Trump is wrecking the White House the same way he is wrecking democracy… Trump is a destructive parasite living in the White House for free and he doesn’t intend to leave…-  WaPo comment

I think it's mostly the Supreme Court's fault for this lunatic wrecking our house. They delivered a bogus ruling about Trump being above the law, and shutting down his trial for stealing classified material. What's to stop him from tearing down the White House itself? Apparently nothing. This is Ceaușescu-level megalomania. -- NY times comment

As far as I can see there is NOTHING in this project for ordinary Americans, it is simply a monument to himself and his power over the rest of us. I'm sure we will all be in our graves before getting an invitation to waltz the night away in this travesty of ego. Some of Trump's power grabs may be legally confusing for the layperson, this one is simple, insulting and in your face. If this one flies without non-partisan disgust we will know we may be too far down the rabbit hole to ever crawl back out.- NY times comment

This is what happens when an ignorant and vindictive charlatan is put in control of our government. He doesn't care about the history that happened in the East Wing ...but most alarming, he doesn't care if any of us are angry about it or that he lied about what he's doing there. -WaPo comment


Sometimes a graphic physical image, say embodied in a photo,  can become a symbol of what's transpiring in a government, a nation. In this case, Trump's wanton wrecking ball to the White House - the People's House, not his -  is emblematic of what this felon swine is doing to our democracy.  And why the Saturday No King's rallies were so on target.

 I mean, good grief, with the demolition of much of the East Wing,  we the People are now seeing first hand in real time what the Trump roaches have in store for our democracy.  Indeed, what these fecal slime have already wrought - as encapsulated in the NY Times comment at top.  Did the fungal maggot Trump even consider that he needed permission to take a wrecking ball to the People's House?  Of course not, because the orange fungal degenerate is firmly convinced it's HIS house! 

As Chris Hayes noted in his lead segment last night on ALL In, this reveals the level of contempt the tyrant inhabiting the White House has for the people as well as for their architectural heritage.  What will he wreck next? The Washington Monument?  After all, as Hayes noted, he already believes there is no one who will stop him  - from doing anything he wants. The 6 pets of his on the Supreme Court? Dream on.  The balless Reepo wonders in Congress? Yeah, right.

But there are those who care, though they lack any power to stop this lunatic from advancing in his destructive ways - from going after political opponents, to now extorting  - or trying to - $230 million from taxpayers.  To pay for his rightful prosecutions which he claims he was a "victim of". 
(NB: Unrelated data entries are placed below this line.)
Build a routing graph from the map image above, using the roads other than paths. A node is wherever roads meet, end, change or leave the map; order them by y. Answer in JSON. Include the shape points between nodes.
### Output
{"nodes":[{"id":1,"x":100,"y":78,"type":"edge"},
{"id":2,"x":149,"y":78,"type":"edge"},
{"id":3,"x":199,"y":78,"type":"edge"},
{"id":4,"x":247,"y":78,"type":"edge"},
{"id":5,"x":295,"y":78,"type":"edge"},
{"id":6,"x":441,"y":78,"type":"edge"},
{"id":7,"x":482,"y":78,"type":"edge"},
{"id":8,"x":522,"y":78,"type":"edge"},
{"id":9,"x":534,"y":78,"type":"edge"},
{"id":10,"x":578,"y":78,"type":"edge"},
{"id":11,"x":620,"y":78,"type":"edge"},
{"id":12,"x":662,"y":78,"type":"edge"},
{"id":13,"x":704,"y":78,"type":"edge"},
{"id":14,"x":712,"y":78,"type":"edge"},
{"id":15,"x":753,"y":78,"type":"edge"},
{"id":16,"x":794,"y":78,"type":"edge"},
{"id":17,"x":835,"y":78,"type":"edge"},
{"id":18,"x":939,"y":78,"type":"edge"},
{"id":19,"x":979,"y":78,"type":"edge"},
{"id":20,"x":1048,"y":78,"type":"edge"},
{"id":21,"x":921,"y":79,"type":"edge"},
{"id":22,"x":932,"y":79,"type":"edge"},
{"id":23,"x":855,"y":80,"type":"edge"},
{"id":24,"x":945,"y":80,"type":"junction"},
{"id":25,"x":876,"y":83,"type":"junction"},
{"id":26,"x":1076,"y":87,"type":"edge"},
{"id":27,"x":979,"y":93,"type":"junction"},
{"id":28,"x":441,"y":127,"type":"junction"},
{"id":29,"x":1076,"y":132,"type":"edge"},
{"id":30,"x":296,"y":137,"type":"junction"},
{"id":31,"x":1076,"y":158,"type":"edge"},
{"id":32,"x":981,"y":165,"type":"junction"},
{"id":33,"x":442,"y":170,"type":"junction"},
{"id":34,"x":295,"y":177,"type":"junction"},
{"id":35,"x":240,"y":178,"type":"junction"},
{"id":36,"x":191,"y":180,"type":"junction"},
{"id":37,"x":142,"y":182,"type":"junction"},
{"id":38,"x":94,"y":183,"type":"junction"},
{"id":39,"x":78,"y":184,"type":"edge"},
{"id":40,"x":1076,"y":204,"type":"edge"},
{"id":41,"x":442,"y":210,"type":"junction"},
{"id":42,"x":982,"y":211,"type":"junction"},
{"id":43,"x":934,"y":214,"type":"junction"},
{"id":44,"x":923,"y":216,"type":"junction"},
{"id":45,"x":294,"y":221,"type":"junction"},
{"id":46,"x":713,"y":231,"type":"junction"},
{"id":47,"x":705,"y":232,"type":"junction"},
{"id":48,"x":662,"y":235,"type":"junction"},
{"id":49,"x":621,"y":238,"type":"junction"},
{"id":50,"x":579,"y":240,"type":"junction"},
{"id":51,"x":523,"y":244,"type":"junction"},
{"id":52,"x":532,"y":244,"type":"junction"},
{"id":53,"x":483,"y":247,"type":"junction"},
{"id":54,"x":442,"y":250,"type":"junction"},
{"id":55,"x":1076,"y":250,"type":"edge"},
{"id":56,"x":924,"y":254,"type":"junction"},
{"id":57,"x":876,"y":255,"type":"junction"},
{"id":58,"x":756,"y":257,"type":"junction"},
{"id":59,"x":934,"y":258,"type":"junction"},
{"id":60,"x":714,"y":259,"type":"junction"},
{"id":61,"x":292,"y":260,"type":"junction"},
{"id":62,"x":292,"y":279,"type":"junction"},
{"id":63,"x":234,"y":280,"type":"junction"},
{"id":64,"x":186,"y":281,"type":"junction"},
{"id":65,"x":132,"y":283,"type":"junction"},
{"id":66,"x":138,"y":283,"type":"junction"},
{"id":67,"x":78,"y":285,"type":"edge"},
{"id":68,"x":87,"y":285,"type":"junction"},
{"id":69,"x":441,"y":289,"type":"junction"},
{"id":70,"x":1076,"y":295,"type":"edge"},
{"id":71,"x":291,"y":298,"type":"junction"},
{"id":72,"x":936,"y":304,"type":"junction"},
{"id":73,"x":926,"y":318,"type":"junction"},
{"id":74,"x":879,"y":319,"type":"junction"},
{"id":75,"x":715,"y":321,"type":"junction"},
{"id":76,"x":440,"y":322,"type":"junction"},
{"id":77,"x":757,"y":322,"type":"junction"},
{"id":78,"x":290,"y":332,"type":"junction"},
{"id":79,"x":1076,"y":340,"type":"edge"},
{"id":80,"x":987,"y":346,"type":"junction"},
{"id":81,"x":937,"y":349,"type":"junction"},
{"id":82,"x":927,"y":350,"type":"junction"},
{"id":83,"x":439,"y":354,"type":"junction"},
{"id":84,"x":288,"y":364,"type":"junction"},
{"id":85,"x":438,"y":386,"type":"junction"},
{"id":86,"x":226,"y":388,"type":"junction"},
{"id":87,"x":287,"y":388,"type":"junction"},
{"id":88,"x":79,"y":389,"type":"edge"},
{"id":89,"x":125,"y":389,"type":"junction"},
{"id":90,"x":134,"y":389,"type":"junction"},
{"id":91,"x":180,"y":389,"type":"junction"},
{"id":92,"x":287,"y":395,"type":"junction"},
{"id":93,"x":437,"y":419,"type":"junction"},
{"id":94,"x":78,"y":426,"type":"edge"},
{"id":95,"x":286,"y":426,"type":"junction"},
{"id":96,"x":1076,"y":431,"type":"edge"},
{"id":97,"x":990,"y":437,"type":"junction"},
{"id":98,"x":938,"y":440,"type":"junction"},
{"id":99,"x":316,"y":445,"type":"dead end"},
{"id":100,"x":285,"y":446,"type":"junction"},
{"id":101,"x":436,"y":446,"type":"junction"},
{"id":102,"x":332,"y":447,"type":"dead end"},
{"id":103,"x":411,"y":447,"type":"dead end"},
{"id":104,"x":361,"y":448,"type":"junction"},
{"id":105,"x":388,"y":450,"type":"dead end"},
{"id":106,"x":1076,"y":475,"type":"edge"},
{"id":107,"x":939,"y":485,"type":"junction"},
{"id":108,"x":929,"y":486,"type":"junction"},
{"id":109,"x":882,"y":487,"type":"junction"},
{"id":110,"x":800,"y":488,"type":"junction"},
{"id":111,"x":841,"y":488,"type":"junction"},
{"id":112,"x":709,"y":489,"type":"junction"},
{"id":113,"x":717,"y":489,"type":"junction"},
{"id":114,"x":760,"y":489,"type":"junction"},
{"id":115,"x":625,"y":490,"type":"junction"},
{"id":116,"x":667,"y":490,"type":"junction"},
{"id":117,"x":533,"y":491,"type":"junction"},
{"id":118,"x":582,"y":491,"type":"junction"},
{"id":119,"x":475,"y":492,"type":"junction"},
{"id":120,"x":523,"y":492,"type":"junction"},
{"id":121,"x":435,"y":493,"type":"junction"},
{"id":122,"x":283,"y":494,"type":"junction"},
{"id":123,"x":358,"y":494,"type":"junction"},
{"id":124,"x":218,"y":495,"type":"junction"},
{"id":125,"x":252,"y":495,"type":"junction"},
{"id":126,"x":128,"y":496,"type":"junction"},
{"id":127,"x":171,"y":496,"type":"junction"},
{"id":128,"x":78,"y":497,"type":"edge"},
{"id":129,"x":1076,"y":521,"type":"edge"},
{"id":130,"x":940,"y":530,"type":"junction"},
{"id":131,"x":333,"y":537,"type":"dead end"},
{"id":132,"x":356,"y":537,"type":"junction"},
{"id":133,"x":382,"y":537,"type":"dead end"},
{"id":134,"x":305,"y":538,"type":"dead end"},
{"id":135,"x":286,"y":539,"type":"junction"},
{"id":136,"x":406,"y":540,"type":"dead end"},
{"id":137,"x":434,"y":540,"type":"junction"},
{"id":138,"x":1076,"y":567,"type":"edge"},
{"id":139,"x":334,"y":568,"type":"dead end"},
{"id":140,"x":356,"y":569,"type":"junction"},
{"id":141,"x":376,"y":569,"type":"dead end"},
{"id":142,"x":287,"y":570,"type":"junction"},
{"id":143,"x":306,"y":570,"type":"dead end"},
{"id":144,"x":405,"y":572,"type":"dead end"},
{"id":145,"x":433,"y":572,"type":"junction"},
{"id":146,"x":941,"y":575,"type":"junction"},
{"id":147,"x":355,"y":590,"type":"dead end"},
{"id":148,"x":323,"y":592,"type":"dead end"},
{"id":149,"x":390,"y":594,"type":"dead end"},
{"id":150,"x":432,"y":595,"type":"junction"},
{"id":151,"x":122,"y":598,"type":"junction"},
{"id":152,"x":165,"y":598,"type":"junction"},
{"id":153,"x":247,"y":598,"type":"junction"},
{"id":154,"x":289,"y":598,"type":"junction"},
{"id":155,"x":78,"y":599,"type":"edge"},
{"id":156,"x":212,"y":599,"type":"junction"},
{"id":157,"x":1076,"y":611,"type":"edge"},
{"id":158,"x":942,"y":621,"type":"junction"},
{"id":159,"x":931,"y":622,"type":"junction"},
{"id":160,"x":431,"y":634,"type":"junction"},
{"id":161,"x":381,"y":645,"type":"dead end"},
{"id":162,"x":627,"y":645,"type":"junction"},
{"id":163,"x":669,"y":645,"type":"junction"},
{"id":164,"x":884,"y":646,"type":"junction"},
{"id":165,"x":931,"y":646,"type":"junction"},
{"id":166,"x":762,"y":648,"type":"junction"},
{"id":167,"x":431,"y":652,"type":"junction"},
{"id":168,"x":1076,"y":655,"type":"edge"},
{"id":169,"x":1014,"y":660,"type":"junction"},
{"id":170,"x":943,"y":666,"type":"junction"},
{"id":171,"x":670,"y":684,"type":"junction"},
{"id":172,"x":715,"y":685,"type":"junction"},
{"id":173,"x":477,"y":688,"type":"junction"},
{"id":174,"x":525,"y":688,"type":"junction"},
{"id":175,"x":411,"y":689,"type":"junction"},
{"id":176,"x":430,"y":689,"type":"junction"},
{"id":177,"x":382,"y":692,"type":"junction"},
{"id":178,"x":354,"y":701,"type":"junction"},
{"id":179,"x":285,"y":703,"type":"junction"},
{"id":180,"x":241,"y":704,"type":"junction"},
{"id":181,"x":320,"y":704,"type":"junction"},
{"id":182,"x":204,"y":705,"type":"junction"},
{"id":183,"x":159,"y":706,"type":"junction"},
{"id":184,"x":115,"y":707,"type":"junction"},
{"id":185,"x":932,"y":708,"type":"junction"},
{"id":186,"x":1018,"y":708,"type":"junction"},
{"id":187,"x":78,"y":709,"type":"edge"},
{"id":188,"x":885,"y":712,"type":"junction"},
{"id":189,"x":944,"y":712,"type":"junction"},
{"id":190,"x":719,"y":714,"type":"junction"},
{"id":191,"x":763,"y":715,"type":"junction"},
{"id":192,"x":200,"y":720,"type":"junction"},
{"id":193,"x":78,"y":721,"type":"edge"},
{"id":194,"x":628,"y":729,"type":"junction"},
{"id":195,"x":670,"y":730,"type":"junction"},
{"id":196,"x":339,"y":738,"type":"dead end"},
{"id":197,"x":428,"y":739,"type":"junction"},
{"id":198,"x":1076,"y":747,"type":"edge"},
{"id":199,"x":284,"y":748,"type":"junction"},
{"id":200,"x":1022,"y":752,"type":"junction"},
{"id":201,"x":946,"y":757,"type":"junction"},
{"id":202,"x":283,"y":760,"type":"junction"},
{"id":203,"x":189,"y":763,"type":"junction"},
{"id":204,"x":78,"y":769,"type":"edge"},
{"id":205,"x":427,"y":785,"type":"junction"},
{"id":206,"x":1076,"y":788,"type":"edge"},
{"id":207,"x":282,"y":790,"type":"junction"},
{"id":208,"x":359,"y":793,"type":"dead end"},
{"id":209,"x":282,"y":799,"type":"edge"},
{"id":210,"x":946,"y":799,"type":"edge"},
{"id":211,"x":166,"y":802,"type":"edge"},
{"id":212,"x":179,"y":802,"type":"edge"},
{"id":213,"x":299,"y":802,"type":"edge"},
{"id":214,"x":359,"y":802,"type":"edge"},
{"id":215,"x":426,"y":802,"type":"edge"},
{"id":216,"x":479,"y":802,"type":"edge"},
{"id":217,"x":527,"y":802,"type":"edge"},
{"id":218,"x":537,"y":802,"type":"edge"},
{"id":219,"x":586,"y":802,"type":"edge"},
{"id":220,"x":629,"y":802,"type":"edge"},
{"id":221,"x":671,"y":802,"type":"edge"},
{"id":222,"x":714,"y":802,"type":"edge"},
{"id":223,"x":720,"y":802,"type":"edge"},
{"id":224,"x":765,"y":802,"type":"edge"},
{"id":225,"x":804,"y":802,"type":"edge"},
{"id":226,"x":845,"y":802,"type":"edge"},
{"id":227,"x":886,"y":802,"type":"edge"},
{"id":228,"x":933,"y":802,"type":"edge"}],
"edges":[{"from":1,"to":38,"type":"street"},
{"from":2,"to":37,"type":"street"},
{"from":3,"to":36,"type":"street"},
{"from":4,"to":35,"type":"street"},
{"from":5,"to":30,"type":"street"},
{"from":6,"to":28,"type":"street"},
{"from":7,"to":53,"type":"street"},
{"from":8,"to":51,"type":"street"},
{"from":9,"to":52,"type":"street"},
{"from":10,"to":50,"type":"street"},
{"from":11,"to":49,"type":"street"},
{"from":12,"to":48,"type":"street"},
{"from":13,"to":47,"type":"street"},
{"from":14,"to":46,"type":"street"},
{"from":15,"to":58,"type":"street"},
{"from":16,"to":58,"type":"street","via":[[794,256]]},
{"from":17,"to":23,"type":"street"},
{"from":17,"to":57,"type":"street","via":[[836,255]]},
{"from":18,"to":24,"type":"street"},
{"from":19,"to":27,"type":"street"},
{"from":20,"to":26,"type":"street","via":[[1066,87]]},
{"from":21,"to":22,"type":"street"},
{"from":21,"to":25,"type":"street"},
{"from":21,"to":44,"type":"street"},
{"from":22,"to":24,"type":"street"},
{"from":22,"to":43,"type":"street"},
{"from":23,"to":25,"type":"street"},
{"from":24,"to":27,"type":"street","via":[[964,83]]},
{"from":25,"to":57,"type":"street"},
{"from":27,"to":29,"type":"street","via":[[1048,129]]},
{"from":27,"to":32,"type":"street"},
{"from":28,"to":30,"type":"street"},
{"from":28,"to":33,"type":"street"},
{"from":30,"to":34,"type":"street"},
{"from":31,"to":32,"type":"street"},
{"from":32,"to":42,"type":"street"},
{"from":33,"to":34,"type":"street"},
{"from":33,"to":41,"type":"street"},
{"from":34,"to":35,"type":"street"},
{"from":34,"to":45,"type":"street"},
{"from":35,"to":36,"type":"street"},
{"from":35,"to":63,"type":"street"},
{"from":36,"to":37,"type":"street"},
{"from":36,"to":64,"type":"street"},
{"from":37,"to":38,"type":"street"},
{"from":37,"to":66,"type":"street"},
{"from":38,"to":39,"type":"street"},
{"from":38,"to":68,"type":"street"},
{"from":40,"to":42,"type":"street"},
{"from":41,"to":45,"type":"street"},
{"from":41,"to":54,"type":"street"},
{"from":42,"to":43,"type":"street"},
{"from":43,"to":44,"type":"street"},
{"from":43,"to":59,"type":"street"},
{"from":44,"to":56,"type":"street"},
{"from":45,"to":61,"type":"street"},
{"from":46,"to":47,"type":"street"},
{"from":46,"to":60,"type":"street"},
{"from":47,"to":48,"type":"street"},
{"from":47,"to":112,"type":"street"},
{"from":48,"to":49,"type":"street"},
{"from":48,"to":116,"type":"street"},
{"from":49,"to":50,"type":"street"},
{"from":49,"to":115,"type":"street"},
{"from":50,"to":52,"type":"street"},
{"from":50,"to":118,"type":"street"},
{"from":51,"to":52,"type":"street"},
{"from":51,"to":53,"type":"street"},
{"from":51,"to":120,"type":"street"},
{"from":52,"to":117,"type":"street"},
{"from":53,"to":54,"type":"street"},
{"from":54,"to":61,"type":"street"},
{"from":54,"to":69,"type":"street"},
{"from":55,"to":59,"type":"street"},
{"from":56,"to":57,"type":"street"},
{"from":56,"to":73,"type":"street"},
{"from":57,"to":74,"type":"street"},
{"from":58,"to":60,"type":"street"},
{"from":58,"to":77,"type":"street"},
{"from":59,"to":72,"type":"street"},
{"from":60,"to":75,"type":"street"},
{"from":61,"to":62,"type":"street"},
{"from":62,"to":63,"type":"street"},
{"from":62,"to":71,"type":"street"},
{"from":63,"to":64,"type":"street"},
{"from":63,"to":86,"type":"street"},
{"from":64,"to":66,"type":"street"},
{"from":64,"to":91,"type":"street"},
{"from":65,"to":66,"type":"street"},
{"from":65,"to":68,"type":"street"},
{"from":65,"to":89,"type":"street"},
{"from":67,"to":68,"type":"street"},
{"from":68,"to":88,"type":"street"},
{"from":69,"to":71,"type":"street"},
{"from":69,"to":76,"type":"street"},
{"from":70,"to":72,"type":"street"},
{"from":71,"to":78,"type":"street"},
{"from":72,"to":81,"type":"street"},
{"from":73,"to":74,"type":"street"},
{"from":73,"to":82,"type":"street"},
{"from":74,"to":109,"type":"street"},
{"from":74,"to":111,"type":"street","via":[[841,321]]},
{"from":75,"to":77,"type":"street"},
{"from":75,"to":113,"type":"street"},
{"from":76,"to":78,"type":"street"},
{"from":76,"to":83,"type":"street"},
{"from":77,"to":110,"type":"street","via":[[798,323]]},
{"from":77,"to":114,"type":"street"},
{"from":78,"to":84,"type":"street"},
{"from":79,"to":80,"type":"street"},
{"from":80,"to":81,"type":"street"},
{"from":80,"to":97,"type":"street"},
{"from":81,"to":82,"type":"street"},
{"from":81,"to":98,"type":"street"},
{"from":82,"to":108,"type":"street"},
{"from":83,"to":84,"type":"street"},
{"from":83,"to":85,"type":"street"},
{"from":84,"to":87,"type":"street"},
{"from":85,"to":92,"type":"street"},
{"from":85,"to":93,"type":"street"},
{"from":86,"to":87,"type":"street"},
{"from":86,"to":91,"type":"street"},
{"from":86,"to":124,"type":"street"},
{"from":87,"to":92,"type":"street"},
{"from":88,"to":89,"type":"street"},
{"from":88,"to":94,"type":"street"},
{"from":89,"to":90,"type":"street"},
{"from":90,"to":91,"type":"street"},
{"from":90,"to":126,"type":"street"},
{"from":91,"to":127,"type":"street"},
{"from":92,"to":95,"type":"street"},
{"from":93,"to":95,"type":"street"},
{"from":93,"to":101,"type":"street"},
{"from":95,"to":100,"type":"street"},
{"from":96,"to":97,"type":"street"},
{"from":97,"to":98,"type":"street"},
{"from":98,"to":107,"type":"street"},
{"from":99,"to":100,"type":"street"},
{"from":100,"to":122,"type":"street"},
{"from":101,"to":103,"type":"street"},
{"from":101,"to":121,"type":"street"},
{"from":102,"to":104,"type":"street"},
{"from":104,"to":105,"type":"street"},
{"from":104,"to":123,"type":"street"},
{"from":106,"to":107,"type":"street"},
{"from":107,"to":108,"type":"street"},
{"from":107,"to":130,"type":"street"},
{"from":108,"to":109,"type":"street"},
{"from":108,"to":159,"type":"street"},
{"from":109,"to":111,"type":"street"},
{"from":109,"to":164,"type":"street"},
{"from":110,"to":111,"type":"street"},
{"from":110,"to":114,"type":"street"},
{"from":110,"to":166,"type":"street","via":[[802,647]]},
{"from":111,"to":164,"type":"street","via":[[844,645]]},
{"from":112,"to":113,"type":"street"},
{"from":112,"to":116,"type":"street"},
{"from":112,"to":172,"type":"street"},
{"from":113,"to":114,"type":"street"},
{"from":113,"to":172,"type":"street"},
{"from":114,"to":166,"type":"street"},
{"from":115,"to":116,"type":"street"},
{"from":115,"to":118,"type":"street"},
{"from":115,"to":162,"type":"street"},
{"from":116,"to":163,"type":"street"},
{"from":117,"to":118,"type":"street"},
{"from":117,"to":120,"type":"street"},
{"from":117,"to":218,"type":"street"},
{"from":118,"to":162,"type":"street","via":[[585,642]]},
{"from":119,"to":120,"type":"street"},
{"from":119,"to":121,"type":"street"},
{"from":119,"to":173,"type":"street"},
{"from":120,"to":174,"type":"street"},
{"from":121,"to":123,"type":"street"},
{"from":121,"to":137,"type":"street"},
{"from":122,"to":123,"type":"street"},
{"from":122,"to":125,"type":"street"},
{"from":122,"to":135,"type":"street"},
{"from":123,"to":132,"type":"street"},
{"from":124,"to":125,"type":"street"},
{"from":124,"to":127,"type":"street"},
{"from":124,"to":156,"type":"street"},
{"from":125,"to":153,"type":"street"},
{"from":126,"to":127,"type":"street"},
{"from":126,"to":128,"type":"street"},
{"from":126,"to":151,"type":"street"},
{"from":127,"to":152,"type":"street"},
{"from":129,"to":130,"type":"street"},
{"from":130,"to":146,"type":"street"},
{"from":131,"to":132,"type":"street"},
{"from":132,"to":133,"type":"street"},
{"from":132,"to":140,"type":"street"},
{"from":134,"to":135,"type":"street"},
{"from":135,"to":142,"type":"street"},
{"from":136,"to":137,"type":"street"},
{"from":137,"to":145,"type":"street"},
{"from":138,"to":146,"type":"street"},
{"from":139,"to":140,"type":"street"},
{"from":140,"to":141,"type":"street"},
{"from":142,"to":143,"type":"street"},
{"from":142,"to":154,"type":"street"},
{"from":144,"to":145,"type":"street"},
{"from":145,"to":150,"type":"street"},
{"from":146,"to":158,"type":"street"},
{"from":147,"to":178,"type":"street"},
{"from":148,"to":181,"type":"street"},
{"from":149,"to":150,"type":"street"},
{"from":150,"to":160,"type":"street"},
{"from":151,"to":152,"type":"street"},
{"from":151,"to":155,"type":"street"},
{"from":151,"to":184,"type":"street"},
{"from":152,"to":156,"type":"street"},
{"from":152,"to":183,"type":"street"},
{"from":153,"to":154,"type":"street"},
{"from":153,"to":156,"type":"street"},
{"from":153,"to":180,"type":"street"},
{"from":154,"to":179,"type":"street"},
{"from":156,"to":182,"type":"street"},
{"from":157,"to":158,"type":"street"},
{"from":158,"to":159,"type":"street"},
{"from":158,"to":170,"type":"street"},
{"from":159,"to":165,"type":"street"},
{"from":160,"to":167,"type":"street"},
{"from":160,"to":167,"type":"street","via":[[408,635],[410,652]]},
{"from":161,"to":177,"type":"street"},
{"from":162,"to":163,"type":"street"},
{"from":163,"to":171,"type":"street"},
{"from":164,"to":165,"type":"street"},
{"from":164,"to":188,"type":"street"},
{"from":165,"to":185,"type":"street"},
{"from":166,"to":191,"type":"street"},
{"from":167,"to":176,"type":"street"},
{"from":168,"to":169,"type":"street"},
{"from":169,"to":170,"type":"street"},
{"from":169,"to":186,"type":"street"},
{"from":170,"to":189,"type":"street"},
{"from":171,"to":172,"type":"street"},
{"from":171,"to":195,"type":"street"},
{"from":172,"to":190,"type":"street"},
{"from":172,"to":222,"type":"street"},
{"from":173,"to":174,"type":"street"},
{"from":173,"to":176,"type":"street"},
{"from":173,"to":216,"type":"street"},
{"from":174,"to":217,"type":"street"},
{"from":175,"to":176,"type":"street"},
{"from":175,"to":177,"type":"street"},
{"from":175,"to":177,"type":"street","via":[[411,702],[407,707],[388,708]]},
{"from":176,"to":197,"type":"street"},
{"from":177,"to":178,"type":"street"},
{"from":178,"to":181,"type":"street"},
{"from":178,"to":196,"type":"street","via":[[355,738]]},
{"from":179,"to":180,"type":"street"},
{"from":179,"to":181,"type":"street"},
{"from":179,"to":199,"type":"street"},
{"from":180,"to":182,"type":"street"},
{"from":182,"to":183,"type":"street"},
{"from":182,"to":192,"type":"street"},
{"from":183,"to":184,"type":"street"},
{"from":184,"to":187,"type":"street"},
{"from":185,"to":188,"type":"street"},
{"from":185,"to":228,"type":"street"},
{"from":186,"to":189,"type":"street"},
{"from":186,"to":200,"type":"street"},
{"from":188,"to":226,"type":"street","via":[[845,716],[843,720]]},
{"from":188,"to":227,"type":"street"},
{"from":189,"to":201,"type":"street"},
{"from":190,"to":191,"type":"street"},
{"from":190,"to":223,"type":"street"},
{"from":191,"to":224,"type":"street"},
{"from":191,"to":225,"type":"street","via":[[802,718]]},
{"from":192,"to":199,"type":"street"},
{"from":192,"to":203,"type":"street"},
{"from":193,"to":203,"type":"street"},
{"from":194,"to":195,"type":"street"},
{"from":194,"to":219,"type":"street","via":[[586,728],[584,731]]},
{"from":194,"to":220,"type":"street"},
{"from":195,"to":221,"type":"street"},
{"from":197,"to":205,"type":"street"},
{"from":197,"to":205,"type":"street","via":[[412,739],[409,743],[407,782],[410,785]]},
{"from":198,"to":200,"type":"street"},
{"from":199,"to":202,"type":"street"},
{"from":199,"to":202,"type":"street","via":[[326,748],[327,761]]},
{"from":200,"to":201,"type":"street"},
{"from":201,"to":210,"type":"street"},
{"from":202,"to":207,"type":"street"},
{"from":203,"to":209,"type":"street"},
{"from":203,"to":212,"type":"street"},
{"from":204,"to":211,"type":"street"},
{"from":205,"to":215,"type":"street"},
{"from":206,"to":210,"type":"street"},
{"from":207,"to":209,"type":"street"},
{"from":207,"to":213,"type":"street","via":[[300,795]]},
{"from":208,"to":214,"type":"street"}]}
One of those speaking out is Martha Joynt Kumar, a political scientist and professor emeritus at Towson University in Maryland. As she said yesterday - to a WaPo columnist:

They’re wrecking it.  And these are changes that can’t be undone. They’re destroying that history forever."

She's right. I told Janice yesterday that the next Dem president needs to redo all the havoc wrought by first ripping down the Traitor's planned "grand ball room."  Then rebuilding the East Wing as it was before this architectural atrocity. But of course that will not be done, it's wishful thinking.  The cost alone would be prohibitive, and no Democratic president would impose a further cost on the people to accomplish it.

Still, The National Trust for Historic Preservation, a nonprofit created by Congress to help preserve historic buildings, sent a letter Tuesday to administration officials, warning that the planned 90,000-square-foot ballroom “will overwhelm the White House itself,” which is about 55,000 square feet.

In other words, Dotard Bonespurs wants his egotistic eruption to occupy more space and be more imposing than the actual historical edifice. 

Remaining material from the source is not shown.